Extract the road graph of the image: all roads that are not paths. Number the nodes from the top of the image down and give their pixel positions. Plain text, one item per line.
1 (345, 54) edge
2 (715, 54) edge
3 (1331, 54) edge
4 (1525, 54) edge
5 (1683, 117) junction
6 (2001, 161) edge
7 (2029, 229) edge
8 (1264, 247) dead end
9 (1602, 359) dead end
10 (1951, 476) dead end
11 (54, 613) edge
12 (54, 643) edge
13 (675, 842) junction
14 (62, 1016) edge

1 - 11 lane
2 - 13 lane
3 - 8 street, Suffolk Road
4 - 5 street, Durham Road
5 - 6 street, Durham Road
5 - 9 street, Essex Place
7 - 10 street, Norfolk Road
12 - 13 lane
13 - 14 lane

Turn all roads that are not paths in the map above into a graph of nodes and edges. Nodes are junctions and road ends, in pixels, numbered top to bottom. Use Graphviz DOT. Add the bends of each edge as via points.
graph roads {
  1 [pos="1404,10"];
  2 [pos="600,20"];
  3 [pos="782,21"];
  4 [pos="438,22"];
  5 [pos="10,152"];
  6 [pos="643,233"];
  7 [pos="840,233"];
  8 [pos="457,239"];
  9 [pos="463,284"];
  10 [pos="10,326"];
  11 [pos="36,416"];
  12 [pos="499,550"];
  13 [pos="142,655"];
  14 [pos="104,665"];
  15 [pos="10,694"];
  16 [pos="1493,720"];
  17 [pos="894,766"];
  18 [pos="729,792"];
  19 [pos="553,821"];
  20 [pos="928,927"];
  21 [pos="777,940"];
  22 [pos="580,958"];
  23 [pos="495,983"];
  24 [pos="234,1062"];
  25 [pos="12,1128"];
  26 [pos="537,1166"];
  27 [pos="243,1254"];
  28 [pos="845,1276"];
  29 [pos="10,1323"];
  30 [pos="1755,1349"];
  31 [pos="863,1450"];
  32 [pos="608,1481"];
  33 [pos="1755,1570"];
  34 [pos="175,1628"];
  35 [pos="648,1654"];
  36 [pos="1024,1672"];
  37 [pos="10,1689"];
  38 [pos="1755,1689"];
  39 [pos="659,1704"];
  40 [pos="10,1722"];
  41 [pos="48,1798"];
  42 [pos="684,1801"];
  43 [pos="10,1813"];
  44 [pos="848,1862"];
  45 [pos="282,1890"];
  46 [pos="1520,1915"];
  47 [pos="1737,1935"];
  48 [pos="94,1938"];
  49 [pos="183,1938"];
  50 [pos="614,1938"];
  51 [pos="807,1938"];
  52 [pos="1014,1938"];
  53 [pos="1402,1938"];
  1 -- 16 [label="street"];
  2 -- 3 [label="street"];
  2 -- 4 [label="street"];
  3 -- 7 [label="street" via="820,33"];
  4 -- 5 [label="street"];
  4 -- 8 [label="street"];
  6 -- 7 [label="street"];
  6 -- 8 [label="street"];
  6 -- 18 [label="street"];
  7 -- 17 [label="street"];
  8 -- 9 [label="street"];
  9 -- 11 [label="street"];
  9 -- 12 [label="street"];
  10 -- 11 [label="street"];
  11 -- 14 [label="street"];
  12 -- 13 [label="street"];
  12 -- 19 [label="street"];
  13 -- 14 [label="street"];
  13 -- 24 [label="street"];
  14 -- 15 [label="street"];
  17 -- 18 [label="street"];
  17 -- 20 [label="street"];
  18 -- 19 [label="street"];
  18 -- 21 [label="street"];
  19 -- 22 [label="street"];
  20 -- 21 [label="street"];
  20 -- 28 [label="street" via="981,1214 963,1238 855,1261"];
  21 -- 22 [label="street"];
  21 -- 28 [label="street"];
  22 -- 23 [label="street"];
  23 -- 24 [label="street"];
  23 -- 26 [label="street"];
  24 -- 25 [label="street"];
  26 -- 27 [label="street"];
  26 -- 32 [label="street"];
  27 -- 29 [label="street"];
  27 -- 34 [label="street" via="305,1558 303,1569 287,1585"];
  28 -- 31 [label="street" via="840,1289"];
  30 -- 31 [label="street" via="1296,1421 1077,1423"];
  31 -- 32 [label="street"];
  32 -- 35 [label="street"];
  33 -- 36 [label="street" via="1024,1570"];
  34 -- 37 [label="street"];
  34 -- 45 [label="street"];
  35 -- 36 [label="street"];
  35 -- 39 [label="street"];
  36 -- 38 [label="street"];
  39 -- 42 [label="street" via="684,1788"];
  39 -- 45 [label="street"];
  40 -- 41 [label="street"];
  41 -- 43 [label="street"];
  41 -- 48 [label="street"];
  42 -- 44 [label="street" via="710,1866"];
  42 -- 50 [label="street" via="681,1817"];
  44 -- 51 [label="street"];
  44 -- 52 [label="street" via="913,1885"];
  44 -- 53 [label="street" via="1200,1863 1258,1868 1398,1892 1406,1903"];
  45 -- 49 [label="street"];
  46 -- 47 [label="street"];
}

= Problem =
From the first line to the last, reproduce the data exactly.

= Solution =
Extract the road graph of the image: all roads that are not paths. Number the nodes from the top of the image down and give their pixel positions. Plain text, one item per line.
1 (345, 54) edge
2 (715, 54) edge
3 (1331, 54) edge
4 (1525, 54) edge
5 (1683, 117) junction
6 (2001, 161) edge
7 (2029, 229) edge
8 (1264, 247) dead end
9 (1602, 359) dead end
10 (1951, 476) dead end
11 (54, 613) edge
12 (54, 643) edge
13 (675, 842) junction
14 (62, 1016) edge

1 - 11 lane
2 - 13 lane
3 - 8 street, Suffolk Road
4 - 5 street, Durham Road
5 - 6 street, Durham Road
5 - 9 street, Essex Place
7 - 10 street, Norfolk Road
12 - 13 lane
13 - 14 lane

Turn all roads that are not paths in the map above into a graph of nodes and edges. Nodes are junctions and road ends, in pixels, numbered top to bottom. Use Graphviz DOT. Add the bends of each edge as via points.
graph roads {
  1 [pos="1404,10"];
  2 [pos="600,20"];
  3 [pos="782,21"];
  4 [pos="438,22"];
  5 [pos="10,152"];
  6 [pos="643,233"];
  7 [pos="840,233"];
  8 [pos="457,239"];
  9 [pos="463,284"];
  10 [pos="10,326"];
  11 [pos="36,416"];
  12 [pos="499,550"];
  13 [pos="142,655"];
  14 [pos="104,665"];
  15 [pos="10,694"];
  16 [pos="1493,720"];
  17 [pos="894,766"];
  18 [pos="729,792"];
  19 [pos="553,821"];
  20 [pos="928,927"];
  21 [pos="777,940"];
  22 [pos="580,958"];
  23 [pos="495,983"];
  24 [pos="234,1062"];
  25 [pos="12,1128"];
  26 [pos="537,1166"];
  27 [pos="243,1254"];
  28 [pos="845,1276"];
  29 [pos="10,1323"];
  30 [pos="1755,1349"];
  31 [pos="863,1450"];
  32 [pos="608,1481"];
  33 [pos="1755,1570"];
  34 [pos="175,1628"];
  35 [pos="648,1654"];
  36 [pos="1024,1672"];
  37 [pos="10,1689"];
  38 [pos="1755,1689"];
  39 [pos="659,1704"];
  40 [pos="10,1722"];
  41 [pos="48,1798"];
  42 [pos="684,1801"];
  43 [pos="10,1813"];
  44 [pos="848,1862"];
  45 [pos="282,1890"];
  46 [pos="1520,1915"];
  47 [pos="1737,1935"];
  48 [pos="94,1938"];
  49 [pos="183,1938"];
  50 [pos="614,1938"];
  51 [pos="807,1938"];
  52 [pos="1014,1938"];
  53 [pos="1402,1938"];
  1 -- 16 [label="street"];
  2 -- 3 [label="street"];
  2 -- 4 [label="street"];
  3 -- 7 [label="street" via="820,33"];
  4 -- 5 [label="street"];
  4 -- 8 [label="street"];
  6 -- 7 [label="street"];
  6 -- 8 [label="street"];
  6 -- 18 [label="street"];
  7 -- 17 [label="street"];
  8 -- 9 [label="street"];
  9 -- 11 [label="street"];
  9 -- 12 [label="street"];
  10 -- 11 [label="street"];
  11 -- 14 [label="street"];
  12 -- 13 [label="street"];
  12 -- 19 [label="street"];
  13 -- 14 [label="street"];
  13 -- 24 [label="street"];
  14 -- 15 [label="street"];
  17 -- 18 [label="street"];
  17 -- 20 [label="street"];
  18 -- 19 [label="street"];
  18 -- 21 [label="street"];
  19 -- 22 [label="street"];
  20 -- 21 [label="street"];
  20 -- 28 [label="street" via="981,1214 963,1238 855,1261"];
  21 -- 22 [label="street"];
  21 -- 28 [label="street"];
  22 -- 23 [label="street"];
  23 -- 24 [label="street"];
  23 -- 26 [label="street"];
  24 -- 25 [label="street"];
  26 -- 27 [label="street"];
  26 -- 32 [label="street"];
  27 -- 29 [label="street"];
  27 -- 34 [label="street" via="305,1558 303,1569 287,1585"];
  28 -- 31 [label="street" via="840,1289"];
  30 -- 31 [label="street" via="1296,1421 1077,1423"];
  31 -- 32 [label="street"];
  32 -- 35 [label="street"];
  33 -- 36 [label="street" via="1024,1570"];
  34 -- 37 [label="street"];
  34 -- 45 [label="street"];
  35 -- 36 [label="street"];
  35 -- 39 [label="street"];
  36 -- 38 [label="street"];
  39 -- 42 [label="street" via="684,1788"];
  39 -- 45 [label="street"];
  40 -- 41 [label="street"];
  41 -- 43 [label="street"];
  41 -- 48 [label="street"];
  42 -- 44 [label="street" via="710,1866"];
  42 -- 50 [label="street" via="681,1817"];
  44 -- 51 [label="street"];
  44 -- 52 [label="street" via="913,1885"];
  44 -- 53 [label="street" via="1200,1863 1258,1868 1398,1892 1406,1903"];
  45 -- 49 [label="street"];
  46 -- 47 [label="street"];
}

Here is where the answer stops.